STUDY MATERIAL:

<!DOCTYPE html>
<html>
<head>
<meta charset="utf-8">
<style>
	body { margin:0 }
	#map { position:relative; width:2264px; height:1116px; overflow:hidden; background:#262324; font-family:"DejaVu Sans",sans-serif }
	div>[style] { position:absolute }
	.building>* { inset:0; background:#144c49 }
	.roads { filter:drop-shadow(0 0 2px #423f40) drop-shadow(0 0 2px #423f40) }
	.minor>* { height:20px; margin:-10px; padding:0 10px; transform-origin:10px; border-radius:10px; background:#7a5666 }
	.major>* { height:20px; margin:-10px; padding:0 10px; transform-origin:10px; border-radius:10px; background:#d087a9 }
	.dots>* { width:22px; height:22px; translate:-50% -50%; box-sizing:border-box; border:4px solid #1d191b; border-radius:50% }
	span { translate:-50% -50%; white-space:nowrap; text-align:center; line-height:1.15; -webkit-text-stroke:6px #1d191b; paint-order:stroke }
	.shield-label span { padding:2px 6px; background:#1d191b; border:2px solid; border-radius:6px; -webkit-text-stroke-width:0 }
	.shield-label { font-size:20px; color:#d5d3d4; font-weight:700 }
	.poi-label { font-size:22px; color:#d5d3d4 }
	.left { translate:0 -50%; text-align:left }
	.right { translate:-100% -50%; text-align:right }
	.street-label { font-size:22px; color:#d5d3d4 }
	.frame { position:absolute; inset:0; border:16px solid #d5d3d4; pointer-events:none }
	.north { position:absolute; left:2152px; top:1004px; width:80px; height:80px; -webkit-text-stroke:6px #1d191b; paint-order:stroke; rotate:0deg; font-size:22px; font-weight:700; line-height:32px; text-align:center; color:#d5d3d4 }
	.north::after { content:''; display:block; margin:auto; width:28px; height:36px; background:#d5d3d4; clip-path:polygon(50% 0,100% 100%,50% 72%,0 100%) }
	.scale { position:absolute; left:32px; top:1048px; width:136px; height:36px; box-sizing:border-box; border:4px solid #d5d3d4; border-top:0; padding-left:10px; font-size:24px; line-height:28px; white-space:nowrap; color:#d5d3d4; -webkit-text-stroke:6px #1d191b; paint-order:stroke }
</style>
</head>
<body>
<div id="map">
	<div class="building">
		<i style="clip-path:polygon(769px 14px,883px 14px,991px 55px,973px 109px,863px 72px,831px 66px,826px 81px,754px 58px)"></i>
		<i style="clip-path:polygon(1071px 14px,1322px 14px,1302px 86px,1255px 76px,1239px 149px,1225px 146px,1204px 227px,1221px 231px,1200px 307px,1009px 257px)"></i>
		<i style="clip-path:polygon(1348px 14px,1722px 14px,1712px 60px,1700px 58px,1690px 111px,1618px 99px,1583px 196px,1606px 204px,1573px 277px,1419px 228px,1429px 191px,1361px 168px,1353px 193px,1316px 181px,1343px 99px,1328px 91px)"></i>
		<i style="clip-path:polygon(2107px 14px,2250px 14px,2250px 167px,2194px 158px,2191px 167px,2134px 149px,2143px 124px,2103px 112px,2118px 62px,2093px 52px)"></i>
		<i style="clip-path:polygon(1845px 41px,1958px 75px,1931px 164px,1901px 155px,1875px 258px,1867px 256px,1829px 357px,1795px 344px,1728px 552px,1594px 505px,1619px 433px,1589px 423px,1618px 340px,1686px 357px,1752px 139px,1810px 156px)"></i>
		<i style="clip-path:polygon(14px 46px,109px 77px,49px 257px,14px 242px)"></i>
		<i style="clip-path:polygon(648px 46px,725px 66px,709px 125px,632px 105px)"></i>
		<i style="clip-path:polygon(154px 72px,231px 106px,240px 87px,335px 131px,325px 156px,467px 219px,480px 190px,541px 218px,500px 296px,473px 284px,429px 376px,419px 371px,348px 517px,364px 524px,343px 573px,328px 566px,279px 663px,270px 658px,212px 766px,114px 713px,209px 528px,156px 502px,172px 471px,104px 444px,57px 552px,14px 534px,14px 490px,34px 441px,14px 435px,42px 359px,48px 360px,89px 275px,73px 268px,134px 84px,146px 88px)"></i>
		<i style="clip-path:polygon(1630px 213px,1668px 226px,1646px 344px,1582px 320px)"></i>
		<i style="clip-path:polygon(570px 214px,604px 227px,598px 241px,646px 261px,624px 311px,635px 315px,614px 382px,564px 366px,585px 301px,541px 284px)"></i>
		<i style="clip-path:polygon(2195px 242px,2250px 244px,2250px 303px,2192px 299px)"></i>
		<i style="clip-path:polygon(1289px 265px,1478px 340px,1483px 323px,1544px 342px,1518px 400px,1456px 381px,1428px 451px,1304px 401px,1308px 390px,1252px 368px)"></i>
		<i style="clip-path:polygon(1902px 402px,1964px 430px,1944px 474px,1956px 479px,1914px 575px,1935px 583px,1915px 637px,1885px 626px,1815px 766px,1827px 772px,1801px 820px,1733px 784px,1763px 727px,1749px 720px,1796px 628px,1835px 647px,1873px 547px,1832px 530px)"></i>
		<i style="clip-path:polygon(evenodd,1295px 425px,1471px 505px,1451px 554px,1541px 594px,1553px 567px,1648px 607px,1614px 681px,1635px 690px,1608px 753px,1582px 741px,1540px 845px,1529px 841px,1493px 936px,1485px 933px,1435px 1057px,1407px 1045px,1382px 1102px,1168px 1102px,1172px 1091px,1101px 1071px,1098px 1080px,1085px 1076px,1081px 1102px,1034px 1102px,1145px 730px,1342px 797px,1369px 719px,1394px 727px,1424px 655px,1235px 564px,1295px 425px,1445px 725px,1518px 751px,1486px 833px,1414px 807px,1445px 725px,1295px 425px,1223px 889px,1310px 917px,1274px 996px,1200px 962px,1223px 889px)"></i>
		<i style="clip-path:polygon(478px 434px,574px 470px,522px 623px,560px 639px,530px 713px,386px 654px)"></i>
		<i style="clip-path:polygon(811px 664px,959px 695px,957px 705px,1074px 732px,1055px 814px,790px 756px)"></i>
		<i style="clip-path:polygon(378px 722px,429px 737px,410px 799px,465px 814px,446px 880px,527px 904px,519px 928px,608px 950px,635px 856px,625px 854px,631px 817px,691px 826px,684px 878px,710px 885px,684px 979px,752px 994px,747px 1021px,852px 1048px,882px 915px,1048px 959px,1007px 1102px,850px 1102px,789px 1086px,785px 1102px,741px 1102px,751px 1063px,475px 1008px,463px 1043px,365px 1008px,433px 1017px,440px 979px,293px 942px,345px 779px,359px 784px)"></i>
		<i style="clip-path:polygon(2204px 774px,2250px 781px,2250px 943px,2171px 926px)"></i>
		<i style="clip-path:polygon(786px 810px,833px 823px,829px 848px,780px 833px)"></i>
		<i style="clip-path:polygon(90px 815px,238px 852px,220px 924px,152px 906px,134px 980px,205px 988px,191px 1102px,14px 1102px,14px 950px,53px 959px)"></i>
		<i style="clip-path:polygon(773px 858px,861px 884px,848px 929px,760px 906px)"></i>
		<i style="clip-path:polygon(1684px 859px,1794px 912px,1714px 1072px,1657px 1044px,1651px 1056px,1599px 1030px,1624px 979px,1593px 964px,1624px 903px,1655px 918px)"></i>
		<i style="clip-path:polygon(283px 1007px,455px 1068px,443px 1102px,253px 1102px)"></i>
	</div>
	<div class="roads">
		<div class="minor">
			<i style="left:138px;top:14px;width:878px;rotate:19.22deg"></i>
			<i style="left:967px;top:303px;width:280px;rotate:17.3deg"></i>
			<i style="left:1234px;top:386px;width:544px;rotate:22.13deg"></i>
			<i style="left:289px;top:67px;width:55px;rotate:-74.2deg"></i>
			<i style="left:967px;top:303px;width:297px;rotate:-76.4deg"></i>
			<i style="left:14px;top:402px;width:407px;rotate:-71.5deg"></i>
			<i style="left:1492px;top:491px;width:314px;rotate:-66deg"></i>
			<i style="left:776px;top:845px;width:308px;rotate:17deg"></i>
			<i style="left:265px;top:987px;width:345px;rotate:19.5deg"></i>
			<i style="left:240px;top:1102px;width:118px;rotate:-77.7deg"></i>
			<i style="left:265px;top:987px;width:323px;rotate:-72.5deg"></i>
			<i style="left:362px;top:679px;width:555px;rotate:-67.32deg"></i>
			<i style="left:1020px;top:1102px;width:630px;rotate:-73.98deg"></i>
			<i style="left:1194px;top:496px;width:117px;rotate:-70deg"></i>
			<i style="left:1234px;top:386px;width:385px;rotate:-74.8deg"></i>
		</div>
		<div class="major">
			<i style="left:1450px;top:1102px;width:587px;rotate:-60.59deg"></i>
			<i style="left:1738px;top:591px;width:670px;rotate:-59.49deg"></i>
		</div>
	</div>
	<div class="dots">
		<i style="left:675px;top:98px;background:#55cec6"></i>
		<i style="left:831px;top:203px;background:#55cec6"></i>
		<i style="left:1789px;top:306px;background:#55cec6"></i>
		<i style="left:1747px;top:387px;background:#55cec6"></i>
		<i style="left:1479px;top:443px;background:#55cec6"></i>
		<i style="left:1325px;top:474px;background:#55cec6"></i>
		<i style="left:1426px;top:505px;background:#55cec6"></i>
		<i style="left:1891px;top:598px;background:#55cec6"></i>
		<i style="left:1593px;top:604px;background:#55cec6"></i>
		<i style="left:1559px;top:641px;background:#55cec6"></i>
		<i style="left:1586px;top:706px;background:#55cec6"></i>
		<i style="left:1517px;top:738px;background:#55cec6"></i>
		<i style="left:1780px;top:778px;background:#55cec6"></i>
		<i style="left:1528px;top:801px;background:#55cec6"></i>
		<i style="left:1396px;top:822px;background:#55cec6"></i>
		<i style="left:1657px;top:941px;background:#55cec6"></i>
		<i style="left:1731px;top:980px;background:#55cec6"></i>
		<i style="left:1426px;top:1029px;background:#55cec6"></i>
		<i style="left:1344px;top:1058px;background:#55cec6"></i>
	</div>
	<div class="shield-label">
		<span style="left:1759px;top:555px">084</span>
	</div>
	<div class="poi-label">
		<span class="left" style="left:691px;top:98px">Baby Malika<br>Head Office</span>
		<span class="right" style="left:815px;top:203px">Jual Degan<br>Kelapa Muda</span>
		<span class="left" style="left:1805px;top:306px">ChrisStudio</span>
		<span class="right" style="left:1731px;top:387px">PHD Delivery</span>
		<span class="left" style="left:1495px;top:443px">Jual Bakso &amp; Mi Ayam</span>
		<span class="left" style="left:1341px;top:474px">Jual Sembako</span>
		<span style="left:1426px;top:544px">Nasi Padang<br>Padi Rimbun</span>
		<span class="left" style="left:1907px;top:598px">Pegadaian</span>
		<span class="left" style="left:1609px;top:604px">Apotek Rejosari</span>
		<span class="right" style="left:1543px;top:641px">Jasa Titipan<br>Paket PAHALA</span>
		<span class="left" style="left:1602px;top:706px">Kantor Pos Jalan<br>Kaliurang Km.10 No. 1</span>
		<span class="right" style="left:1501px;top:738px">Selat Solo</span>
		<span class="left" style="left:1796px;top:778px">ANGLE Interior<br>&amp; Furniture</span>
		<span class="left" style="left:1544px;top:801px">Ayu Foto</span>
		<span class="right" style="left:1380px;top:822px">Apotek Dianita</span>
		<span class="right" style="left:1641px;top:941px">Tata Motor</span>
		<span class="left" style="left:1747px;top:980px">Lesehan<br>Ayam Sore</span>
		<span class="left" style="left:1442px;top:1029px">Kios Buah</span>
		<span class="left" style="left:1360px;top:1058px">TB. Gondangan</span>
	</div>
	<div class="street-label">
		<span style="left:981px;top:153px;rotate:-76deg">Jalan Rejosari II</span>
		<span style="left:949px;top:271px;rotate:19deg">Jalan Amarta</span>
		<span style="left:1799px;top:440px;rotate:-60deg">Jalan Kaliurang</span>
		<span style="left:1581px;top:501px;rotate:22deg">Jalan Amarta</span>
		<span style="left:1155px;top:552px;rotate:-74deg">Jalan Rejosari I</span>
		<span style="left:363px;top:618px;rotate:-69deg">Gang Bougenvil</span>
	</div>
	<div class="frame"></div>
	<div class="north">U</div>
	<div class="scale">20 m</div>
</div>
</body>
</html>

...

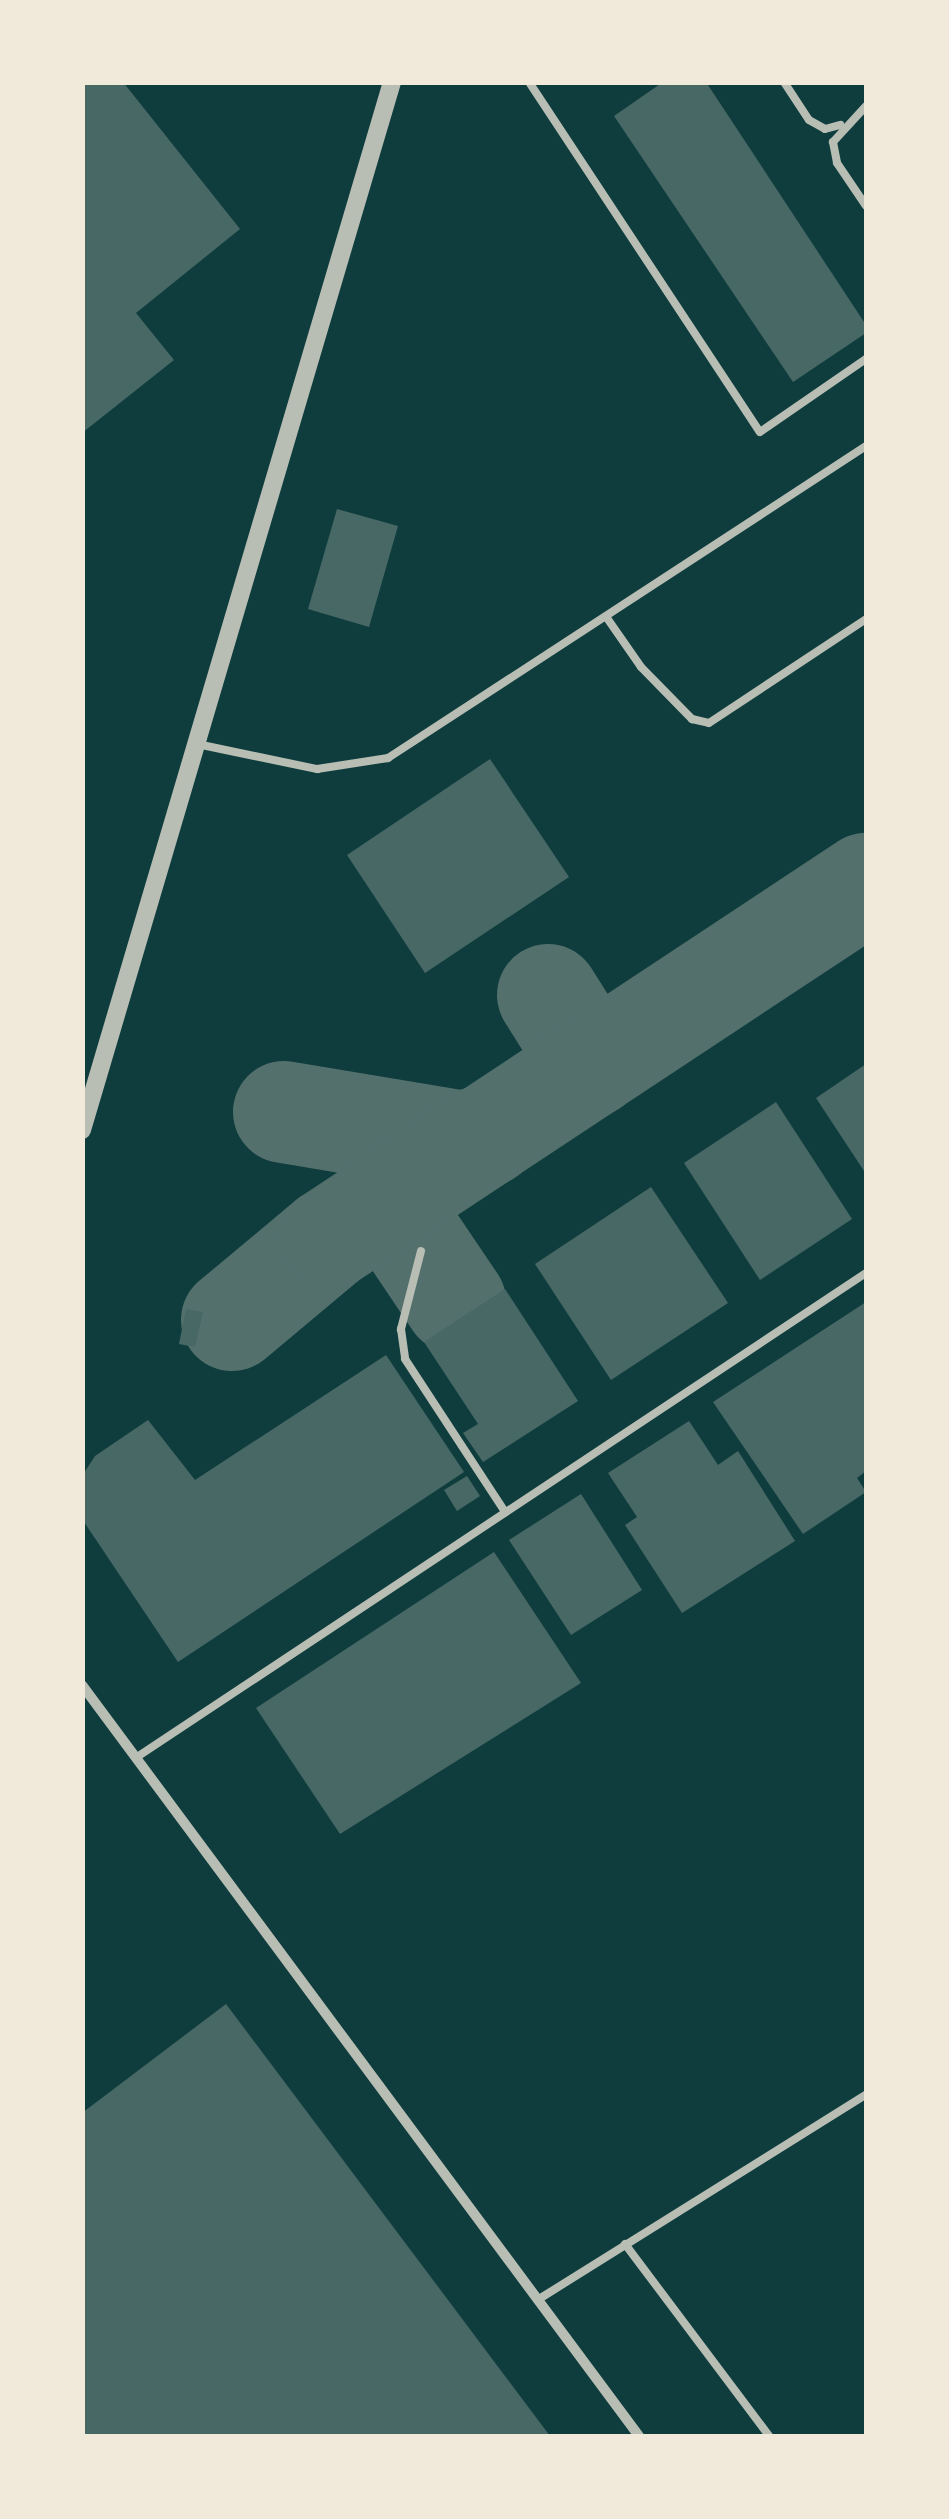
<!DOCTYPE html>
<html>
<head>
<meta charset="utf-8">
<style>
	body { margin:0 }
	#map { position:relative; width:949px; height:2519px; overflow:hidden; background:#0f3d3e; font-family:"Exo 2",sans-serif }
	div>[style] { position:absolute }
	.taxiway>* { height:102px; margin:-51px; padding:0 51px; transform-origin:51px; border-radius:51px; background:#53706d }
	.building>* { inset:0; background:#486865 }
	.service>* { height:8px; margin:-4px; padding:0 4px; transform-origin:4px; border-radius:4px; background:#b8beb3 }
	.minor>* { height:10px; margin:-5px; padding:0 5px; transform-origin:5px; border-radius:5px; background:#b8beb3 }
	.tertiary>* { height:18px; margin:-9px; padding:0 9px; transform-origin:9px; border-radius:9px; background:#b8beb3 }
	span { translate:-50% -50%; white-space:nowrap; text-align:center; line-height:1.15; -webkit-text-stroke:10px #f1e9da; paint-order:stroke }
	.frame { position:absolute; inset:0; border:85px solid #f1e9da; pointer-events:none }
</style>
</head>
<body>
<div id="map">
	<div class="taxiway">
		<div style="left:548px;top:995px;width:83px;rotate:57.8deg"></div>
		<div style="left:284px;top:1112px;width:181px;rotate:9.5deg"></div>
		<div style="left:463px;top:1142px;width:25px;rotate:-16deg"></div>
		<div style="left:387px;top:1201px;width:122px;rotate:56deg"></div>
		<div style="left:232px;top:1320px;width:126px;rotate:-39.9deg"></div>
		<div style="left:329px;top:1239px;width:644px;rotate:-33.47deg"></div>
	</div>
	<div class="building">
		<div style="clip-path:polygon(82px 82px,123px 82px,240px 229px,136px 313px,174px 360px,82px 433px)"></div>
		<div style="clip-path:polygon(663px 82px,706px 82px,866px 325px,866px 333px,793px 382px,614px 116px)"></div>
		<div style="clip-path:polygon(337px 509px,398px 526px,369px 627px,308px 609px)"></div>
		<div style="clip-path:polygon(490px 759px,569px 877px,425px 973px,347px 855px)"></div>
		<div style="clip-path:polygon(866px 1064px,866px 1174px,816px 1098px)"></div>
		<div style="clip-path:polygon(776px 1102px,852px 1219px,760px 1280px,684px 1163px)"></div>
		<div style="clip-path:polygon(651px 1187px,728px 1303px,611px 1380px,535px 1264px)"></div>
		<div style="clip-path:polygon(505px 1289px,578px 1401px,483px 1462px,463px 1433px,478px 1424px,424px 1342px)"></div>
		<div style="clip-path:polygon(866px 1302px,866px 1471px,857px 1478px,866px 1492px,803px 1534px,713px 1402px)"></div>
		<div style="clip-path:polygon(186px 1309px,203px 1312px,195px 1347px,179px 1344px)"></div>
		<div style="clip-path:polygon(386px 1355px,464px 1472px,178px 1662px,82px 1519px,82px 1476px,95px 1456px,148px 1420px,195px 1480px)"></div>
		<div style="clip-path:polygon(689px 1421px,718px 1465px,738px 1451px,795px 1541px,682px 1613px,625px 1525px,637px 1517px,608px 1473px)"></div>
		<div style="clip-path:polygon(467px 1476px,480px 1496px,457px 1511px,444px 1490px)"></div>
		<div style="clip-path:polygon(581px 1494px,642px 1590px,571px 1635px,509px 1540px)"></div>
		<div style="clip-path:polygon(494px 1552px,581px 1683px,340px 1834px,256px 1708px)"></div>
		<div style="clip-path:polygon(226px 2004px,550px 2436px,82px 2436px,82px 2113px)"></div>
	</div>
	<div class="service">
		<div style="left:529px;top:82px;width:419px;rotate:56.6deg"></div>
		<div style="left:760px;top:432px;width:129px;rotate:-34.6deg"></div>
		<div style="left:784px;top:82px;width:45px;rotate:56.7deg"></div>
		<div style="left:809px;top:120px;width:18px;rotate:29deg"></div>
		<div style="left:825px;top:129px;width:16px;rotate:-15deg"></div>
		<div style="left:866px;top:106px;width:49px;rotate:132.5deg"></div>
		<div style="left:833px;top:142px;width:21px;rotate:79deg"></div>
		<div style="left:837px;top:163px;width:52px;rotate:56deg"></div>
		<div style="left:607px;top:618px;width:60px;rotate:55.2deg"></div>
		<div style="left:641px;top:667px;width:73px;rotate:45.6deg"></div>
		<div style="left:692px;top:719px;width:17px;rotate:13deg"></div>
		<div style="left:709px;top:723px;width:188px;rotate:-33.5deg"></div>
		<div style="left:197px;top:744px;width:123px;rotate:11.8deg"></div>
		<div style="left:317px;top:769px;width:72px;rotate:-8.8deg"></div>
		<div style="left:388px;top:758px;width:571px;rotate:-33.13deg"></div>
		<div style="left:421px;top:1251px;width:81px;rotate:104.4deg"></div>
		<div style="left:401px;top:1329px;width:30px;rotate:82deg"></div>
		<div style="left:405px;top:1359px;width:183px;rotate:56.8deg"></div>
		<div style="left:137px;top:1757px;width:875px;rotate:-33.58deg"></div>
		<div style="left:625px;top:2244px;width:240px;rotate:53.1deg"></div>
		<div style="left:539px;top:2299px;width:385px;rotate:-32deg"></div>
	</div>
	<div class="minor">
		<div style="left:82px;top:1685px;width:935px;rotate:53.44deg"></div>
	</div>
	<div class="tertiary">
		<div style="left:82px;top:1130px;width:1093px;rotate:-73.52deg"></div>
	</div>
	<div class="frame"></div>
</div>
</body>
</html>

TASK PROMPT: The lines above that hold "sans" are the result; show every one of them.

COMPLETED EXERCISE:
	#map { position:relative; width:2264px; height:1116px; overflow:hidden; background:#262324; font-family:"DejaVu Sans",sans-serif }
	#map { position:relative; width:949px; height:2519px; overflow:hidden; background:#0f3d3e; font-family:"Exo 2",sans-serif }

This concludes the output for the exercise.